Terrapipe also works in a request/response action like HTTP, except that we call it a query/response action. A client sends a query, and the server returns a response. The bytes sent by a client is called a query packet, while the bytes sent by the server in response to this is called a response packet.

Each packet (irrespective of query or response), contains two parts:

  • The metaframe: the first two lines
  • The dataframe: the remaining lines

Types of queries#

  • Simple queries: These queries just perform one action (like GET , SET , ...)
  • Batch queries: These queries perform multiple actions

Datagroups#

A datagroup is a collection of elements that perform one action, for a query or a collection elements that return the outcome for one action, for a response.

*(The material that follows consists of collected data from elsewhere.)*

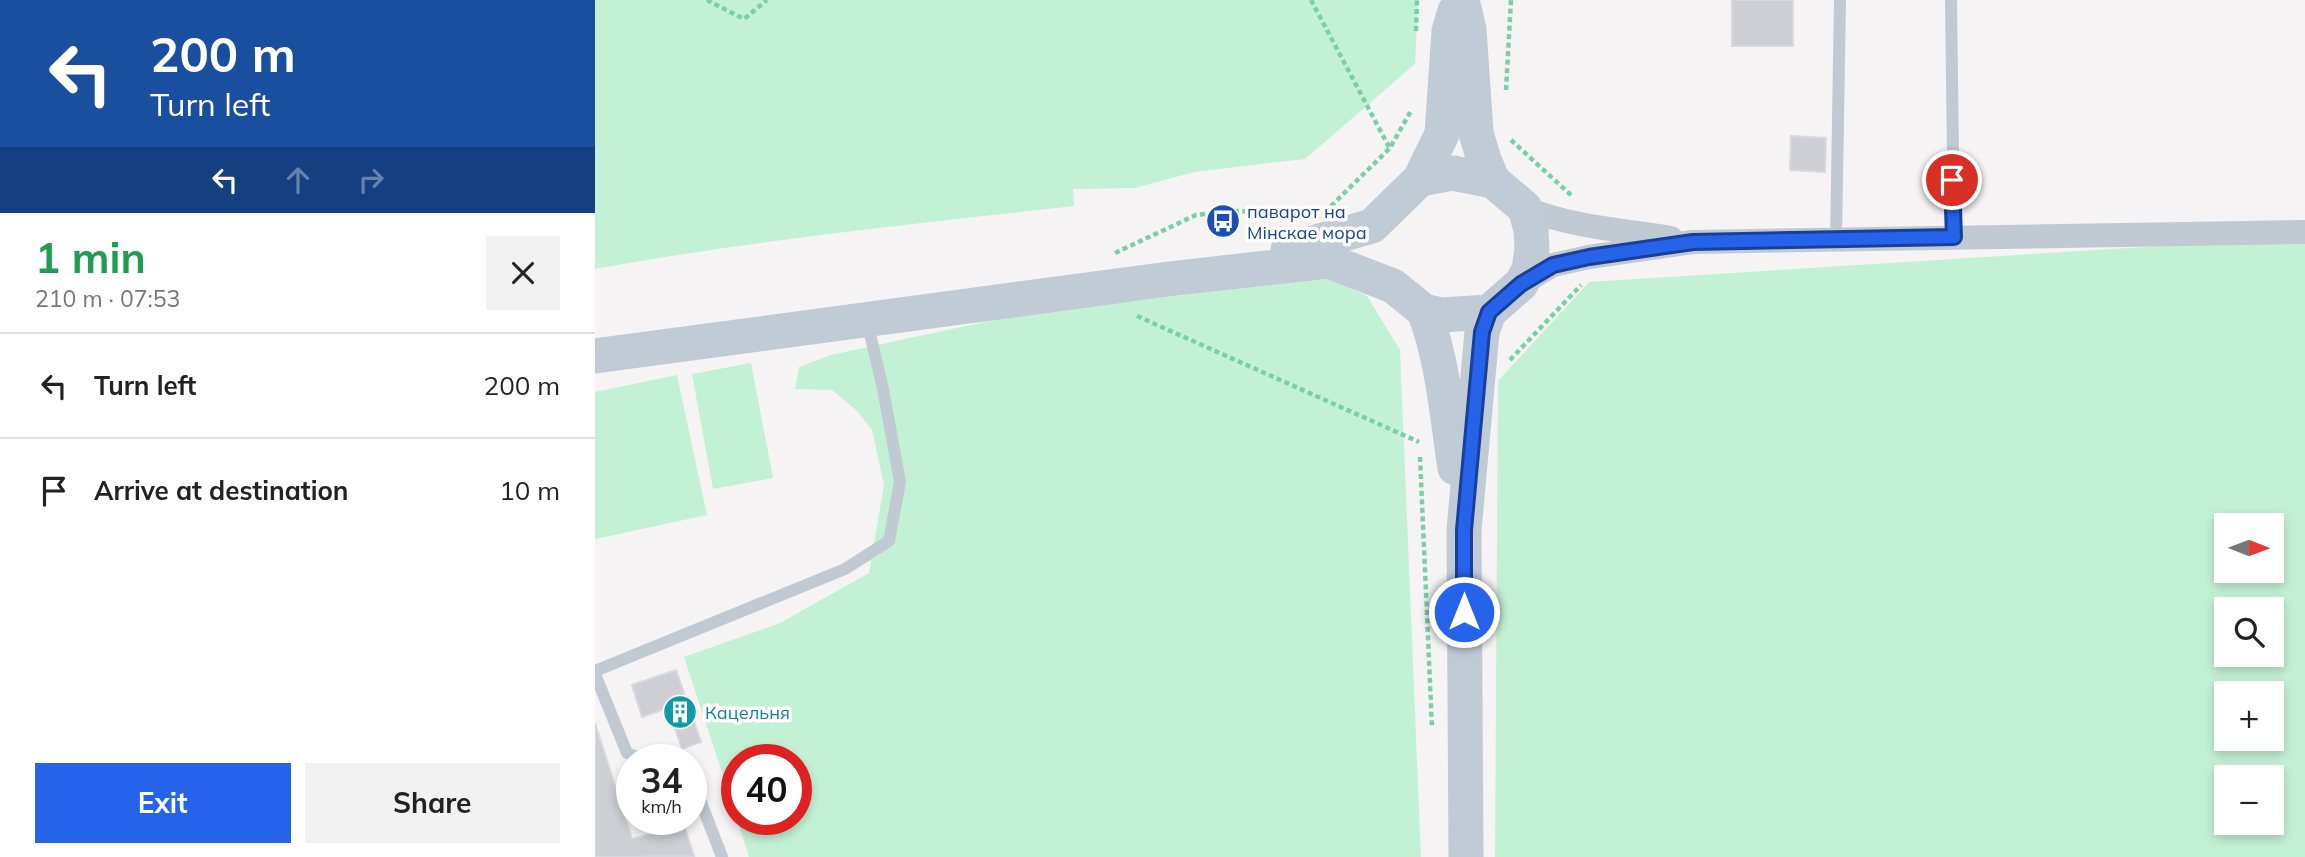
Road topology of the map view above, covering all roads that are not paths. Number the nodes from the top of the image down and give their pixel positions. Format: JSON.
{"nodes":[{"id":1,"x":1460,"y":0,"type":"edge"},
{"id":2,"x":1840,"y":0,"type":"edge"},
{"id":3,"x":1951,"y":0,"type":"edge"},
{"id":4,"x":1493,"y":181,"type":"junction"},
{"id":5,"x":1408,"y":190,"type":"junction"},
{"id":6,"x":1525,"y":208,"type":"junction"},
{"id":7,"x":2305,"y":232,"type":"edge"},
{"id":8,"x":1954,"y":237,"type":"junction"},
{"id":9,"x":1836,"y":240,"type":"junction"},
{"id":10,"x":1693,"y":242,"type":"junction"},
{"id":11,"x":1169,"y":279,"type":"junction"},
{"id":12,"x":1521,"y":284,"type":"junction"},
{"id":13,"x":1393,"y":286,"type":"junction"},
{"id":14,"x":1424,"y":311,"type":"junction"},
{"id":15,"x":1489,"y":312,"type":"junction"},
{"id":16,"x":867,"y":320,"type":"junction"},
{"id":17,"x":595,"y":356,"type":"edge"},
{"id":18,"x":1464,"y":530,"type":"junction"},
{"id":19,"x":595,"y":673,"type":"edge"},
{"id":20,"x":623,"y":744,"type":"edge"},
{"id":21,"x":707,"y":818,"type":"edge"},
{"id":22,"x":722,"y":857,"type":"edge"},
{"id":23,"x":1466,"y":857,"type":"edge"}],
"edges":[{"from":1,"to":4,"type":"street"},
{"from":1,"to":5,"type":"street"},
{"from":2,"to":9,"type":"lane"},
{"from":3,"to":8,"type":"lane"},
{"from":4,"to":5,"type":"street"},
{"from":4,"to":6,"type":"street"},
{"from":5,"to":11,"type":"street"},
{"from":5,"to":13,"type":"street"},
{"from":6,"to":10,"type":"street"},
{"from":6,"to":12,"type":"street"},
{"from":7,"to":8,"type":"street"},
{"from":8,"to":9,"type":"street"},
{"from":9,"to":10,"type":"street"},
{"from":10,"to":12,"type":"street"},
{"from":11,"to":13,"type":"street"},
{"from":11,"to":16,"type":"street"},
{"from":12,"to":15,"type":"street"},
{"from":13,"to":14,"type":"street"},
{"from":14,"to":15,"type":"street"},
{"from":14,"to":18,"type":"street"},
{"from":15,"to":18,"type":"street"},
{"from":16,"to":17,"type":"street"},
{"from":16,"to":19,"type":"lane"},
{"from":18,"to":23,"type":"street"},
{"from":19,"to":20,"type":"lane"},
{"from":21,"to":22,"type":"lane"}]}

Don't worry, read on and you'll understand what it is.

The Metaframe#

The metaframe is made up of precisely two lines (separated by a LF or \n byte). This is what it looks like:

#<m>\n
*<n>\n

Here:

  • <n> is the number of datagroups in the query. Since simple queries perform one action only, the value of <n> is always 1. Batch queries have values of n in the range (1, ∞) depending on the number of actions they perform
  • <m> is the number of bytes in the following line excluding the \n byte. So let's say we had *1\n in the second line of the metaframe, then <m> would have a value of 2.

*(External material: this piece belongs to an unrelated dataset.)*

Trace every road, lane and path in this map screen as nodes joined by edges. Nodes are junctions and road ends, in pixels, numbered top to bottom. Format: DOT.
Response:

Also make sure that you make matching the * character non-exhaustive, as we might be adding more packet types in the future which may need symbols other than * .

The Dataframe#

The dataframe is made up of groups called datagroups as we had mentioned earlier. In the case of a query like GET x , GET x will be the query datagroup, and the response returned by the server with the key, will be the response datagroup (of course, excluding the metaframe).

Every query datagroup will contain all the arguments required to execute that action, including the action itself. Each datagroup has two lines of boilerplate in the beginning. This looks like:

#<p>\n
&<q>\n

Here:

  • <q> is the number of arguments/elements in the datagroup and
  • <p> is the number of bytes in the next line, excluding the \n byte (just like the metaframe)

An entire datagroup, has the following structure:

#<p>\n
&<q>\n
<--- DATA --->

We know the first two lines...but wait, what is <--- DATA ---> ? Let's take a look at what is data looks like in the case of queries and then we'll look at what the data looks like in the case of responses.

Data in Queries#

For a request like GET foo , the corresponding data will look like:

#3
GET\n
#3\n
foo\n

So, starting from line 1:

  1. we have a '#' followed by the number of bytes in the next line (3 in this case), excluding the \n byte.
  2. We then have a \n byte. Looking ahead, we have 3 bytes ( GET ) followed by a \n byte.
  3. We then have a '#' followed by the number of bytes in the next line (3 again, in this case), followed by a \n byte.
  4. And this goes on

The idea is, we have a # followed by the number of bytes (let it be n ) to be read from the next line and a line feed character ('\n'). In the next line, we read n bytes and skip the line feed character. And we keep going on, in this way.

Not so hard, right? Now let's look at what the data looks like in the case of responses.

Data in Responses#

Data in responses have the following general structure:

<tsymbol><length>\n
<item>\n
<tsymbol><length>\n
... and so on

Here, we can easily make out that <length> is the number of bytes in the following line (just like a query) and <item> is well, an argument/element in the datagroup. But then, what is <tsymbol> ? Simply put, it is the type of data in the following line.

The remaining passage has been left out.